(Saved entries)
------------------------------------------------------------

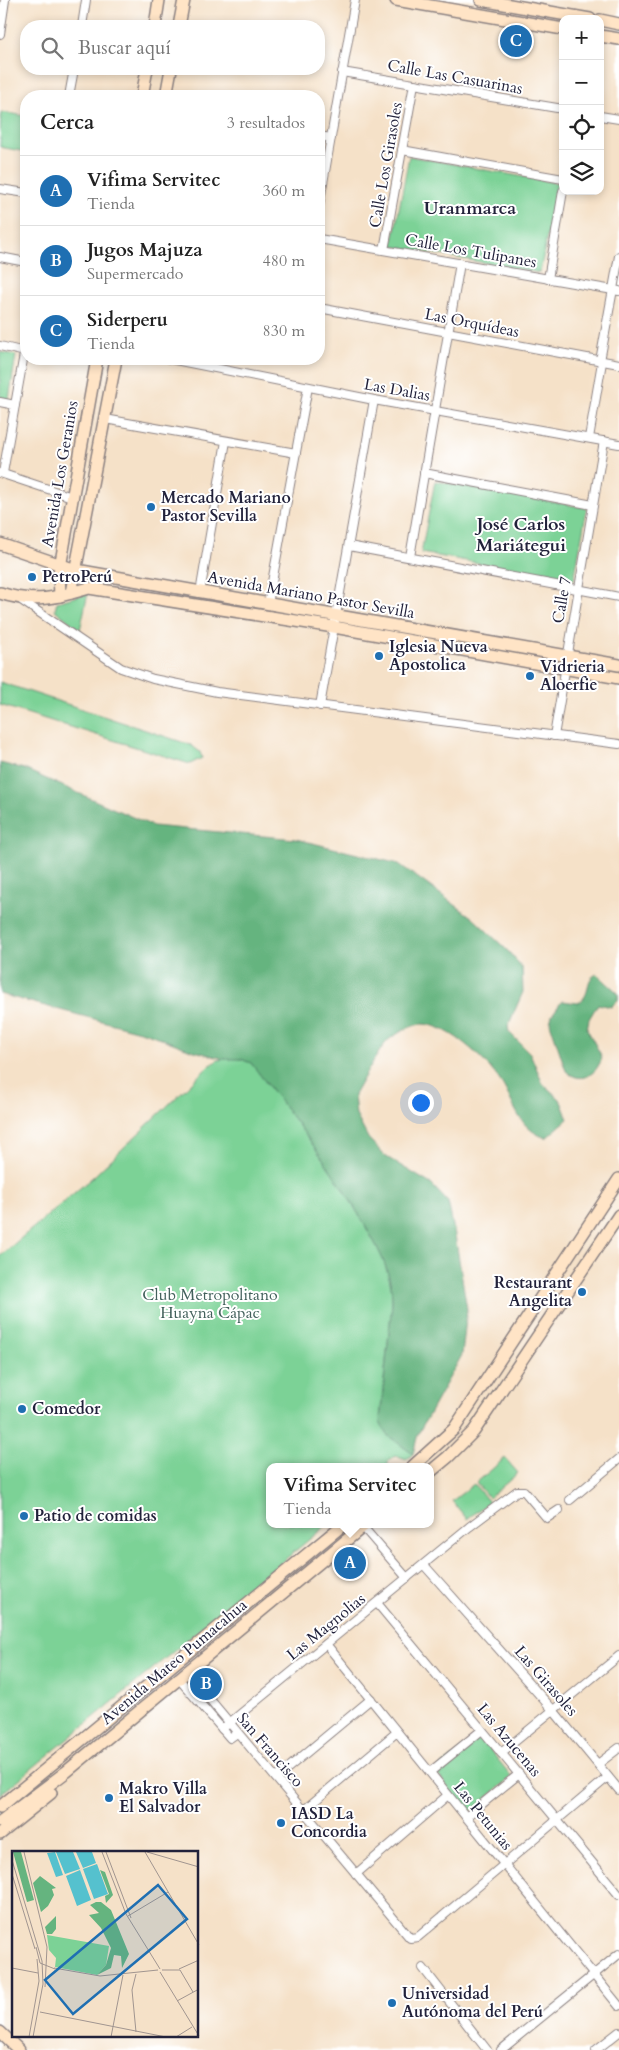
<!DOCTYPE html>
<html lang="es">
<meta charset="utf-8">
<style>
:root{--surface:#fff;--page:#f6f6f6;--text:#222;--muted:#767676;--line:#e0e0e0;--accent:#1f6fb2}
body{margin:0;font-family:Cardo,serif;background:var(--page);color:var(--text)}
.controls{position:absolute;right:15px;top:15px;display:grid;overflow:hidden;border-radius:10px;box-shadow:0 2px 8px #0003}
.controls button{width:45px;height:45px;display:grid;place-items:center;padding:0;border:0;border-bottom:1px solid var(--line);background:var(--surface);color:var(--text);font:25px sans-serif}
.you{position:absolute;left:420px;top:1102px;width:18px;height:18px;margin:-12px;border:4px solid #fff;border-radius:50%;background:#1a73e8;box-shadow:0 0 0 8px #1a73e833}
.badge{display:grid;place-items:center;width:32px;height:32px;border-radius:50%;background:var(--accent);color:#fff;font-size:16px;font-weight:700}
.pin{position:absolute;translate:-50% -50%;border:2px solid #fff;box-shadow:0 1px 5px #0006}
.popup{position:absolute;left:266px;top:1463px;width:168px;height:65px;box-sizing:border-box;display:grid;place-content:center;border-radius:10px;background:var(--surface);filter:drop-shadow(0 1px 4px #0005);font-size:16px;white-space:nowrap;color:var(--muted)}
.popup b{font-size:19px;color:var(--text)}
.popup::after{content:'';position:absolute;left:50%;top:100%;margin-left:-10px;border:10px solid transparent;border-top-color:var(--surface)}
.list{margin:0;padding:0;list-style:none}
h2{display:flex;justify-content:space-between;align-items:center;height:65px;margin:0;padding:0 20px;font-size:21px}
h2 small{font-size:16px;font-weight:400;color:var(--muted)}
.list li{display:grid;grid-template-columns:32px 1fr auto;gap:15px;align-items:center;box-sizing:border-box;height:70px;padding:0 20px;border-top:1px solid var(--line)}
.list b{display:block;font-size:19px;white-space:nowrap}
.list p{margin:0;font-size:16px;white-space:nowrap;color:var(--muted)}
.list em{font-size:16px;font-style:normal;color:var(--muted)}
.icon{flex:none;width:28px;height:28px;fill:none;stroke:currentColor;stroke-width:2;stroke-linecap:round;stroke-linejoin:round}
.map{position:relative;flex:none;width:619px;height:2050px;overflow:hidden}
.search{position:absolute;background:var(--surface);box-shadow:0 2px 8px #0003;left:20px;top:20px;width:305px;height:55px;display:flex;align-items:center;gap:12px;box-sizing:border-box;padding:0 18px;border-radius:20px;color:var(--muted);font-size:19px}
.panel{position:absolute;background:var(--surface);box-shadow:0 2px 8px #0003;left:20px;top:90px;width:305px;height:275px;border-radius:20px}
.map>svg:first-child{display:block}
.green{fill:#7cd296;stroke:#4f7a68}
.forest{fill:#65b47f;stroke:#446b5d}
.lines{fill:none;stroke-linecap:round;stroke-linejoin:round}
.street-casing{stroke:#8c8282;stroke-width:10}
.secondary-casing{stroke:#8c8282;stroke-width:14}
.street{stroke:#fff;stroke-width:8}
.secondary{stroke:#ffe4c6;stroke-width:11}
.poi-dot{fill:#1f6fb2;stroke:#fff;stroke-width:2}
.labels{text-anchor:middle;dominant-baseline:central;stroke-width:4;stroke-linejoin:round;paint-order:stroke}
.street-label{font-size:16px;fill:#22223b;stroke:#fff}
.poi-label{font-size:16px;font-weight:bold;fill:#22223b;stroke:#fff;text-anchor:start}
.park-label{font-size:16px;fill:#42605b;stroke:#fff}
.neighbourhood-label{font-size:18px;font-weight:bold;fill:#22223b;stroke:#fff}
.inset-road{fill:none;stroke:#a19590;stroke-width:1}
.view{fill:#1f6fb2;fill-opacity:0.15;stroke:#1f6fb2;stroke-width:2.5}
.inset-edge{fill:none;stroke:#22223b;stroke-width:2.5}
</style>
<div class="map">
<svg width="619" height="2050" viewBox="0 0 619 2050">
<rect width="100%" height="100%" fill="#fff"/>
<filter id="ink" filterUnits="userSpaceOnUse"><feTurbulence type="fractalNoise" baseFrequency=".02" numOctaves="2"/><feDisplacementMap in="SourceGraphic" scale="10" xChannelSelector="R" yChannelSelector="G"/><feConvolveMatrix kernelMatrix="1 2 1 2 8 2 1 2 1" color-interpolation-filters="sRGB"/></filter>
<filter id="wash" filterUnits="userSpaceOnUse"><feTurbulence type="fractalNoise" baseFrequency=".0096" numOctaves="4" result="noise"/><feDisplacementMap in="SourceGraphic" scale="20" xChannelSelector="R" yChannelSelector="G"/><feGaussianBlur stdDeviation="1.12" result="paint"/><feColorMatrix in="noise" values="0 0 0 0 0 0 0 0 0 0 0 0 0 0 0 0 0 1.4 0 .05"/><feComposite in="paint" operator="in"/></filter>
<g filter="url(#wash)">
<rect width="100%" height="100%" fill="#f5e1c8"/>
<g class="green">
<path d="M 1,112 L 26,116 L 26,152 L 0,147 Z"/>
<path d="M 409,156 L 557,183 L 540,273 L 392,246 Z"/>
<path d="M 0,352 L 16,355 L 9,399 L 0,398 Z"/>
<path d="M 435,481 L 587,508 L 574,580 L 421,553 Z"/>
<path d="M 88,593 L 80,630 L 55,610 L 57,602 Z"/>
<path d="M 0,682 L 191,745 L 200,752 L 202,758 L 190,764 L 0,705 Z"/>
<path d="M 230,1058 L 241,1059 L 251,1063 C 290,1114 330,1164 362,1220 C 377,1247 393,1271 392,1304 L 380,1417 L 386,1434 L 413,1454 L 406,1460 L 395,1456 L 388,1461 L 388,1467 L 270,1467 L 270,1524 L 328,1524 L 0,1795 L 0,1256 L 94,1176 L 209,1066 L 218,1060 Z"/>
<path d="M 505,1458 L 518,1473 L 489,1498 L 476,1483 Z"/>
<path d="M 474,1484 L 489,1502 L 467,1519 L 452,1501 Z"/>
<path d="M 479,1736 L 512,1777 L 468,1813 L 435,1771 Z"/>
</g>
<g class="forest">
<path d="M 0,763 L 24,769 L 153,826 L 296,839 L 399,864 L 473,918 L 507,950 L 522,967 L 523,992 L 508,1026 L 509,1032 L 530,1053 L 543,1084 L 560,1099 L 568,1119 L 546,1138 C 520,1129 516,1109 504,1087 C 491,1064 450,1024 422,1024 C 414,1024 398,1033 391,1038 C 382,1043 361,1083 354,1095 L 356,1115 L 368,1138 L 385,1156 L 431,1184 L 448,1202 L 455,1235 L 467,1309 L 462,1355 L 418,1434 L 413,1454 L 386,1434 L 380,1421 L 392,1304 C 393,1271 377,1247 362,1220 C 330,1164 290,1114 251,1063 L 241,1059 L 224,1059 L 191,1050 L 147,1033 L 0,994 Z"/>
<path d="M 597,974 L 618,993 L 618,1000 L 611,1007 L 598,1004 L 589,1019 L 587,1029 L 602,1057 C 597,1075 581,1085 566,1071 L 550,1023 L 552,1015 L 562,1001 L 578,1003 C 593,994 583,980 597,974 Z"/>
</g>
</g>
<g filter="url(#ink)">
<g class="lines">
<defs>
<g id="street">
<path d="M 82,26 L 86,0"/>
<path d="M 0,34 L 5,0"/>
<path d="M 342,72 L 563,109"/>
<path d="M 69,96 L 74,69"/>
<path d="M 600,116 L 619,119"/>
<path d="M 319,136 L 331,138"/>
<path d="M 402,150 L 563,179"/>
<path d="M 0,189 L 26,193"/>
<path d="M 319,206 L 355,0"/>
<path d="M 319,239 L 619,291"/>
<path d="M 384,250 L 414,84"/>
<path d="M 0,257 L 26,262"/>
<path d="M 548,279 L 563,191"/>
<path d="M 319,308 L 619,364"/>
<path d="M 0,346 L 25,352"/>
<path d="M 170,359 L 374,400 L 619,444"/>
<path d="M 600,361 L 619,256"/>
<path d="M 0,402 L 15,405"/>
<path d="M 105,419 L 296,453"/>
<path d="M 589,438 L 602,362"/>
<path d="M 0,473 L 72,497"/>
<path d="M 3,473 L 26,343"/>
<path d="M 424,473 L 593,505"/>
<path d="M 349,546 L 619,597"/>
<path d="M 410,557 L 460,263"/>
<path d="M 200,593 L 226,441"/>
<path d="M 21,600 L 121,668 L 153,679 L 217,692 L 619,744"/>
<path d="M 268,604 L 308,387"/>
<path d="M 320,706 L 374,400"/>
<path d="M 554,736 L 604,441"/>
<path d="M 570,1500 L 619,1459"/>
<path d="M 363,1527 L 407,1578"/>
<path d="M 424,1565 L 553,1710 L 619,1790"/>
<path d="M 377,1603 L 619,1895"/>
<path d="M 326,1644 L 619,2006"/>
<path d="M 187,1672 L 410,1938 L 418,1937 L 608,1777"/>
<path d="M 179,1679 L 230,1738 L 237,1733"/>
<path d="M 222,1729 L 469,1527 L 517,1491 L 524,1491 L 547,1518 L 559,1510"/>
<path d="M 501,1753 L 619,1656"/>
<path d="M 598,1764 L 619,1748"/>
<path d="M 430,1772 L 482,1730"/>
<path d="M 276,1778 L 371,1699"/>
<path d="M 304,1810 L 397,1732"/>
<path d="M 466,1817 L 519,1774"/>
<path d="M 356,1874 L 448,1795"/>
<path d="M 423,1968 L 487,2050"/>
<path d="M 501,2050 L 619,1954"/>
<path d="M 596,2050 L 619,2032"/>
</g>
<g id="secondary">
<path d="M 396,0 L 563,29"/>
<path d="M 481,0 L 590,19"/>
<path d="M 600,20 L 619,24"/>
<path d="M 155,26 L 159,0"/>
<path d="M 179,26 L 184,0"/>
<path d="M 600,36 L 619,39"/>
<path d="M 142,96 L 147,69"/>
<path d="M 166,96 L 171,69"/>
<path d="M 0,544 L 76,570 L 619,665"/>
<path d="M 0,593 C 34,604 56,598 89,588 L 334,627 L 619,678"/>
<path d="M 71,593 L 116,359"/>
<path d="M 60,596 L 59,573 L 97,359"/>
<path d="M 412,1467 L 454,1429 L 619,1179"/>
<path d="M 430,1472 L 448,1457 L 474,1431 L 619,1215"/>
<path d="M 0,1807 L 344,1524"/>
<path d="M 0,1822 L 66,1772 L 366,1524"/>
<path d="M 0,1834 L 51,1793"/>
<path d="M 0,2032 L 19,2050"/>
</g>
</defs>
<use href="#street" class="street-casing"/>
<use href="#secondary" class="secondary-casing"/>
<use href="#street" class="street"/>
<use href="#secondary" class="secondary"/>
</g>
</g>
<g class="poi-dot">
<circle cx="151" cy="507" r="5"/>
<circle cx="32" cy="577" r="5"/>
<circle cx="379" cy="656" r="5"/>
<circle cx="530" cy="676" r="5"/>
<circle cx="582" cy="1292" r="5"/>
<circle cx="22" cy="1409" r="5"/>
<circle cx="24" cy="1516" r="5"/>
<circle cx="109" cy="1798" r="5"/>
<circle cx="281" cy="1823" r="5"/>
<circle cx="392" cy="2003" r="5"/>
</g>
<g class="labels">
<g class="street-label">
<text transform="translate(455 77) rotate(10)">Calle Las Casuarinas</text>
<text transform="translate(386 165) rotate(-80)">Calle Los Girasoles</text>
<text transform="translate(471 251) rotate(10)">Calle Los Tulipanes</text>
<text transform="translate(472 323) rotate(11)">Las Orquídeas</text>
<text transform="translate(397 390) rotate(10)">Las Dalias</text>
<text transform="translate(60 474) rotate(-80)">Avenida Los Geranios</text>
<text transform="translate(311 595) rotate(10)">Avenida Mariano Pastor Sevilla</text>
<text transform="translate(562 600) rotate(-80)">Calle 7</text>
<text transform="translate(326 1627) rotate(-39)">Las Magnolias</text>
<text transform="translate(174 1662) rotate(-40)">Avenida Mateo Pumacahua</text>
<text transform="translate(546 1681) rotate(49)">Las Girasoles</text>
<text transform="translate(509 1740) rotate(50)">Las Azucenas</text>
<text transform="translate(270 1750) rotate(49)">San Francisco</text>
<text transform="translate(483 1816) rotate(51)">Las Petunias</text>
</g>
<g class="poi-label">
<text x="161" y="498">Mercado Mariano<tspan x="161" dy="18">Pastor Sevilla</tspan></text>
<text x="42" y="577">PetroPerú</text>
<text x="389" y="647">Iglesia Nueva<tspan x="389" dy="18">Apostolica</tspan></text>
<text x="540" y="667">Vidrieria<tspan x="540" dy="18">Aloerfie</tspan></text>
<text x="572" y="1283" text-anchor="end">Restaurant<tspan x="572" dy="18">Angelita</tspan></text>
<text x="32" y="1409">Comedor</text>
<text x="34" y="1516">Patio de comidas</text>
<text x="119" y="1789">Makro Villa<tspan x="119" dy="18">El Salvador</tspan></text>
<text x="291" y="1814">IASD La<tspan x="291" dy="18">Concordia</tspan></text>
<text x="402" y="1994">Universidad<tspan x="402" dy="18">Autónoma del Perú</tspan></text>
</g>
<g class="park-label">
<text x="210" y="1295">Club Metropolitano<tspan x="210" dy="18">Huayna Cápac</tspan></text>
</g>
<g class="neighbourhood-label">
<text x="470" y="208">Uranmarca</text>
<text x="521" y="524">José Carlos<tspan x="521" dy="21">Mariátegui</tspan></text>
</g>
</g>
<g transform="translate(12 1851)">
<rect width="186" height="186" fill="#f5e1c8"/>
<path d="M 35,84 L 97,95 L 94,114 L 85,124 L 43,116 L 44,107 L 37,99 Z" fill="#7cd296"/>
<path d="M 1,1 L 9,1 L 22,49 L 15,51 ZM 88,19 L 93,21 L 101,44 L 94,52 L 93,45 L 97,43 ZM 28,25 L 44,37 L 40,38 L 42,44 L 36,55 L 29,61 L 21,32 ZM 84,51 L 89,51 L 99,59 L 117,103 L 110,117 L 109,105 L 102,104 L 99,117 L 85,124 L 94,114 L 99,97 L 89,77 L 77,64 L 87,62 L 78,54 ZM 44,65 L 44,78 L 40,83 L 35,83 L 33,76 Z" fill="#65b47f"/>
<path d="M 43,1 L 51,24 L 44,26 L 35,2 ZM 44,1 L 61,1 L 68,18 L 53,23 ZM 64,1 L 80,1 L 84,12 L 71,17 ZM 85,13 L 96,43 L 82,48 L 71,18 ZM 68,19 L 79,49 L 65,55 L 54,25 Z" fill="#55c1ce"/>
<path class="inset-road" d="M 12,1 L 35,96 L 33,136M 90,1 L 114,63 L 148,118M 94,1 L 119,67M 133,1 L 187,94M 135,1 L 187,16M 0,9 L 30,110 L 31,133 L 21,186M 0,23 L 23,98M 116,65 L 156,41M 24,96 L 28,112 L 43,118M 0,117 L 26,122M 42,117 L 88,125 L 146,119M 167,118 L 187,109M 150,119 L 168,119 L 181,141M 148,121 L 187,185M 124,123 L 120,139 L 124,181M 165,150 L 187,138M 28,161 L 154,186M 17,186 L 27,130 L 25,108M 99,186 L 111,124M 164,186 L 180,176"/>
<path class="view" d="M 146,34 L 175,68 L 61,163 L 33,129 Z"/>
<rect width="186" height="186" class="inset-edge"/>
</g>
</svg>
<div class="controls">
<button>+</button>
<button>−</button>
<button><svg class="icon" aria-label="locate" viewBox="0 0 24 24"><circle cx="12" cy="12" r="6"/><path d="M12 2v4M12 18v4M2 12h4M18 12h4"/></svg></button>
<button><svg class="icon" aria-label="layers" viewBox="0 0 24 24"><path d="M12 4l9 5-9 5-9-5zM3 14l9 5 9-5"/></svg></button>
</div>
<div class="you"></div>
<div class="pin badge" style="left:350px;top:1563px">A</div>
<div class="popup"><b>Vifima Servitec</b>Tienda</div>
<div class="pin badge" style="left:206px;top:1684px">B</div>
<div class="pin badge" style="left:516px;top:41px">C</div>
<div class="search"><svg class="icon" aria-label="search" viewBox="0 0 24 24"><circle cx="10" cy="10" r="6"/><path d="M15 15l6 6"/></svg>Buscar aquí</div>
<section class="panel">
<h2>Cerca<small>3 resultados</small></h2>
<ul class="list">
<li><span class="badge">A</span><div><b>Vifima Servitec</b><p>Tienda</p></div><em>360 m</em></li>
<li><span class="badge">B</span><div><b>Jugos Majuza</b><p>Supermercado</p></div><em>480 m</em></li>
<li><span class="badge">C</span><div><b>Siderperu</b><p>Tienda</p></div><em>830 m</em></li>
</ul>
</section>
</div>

------------------------------------------------------------

To do: Going over every line of the entries, tally those containing the string "casing" and report only the figure.

Exercise output: 4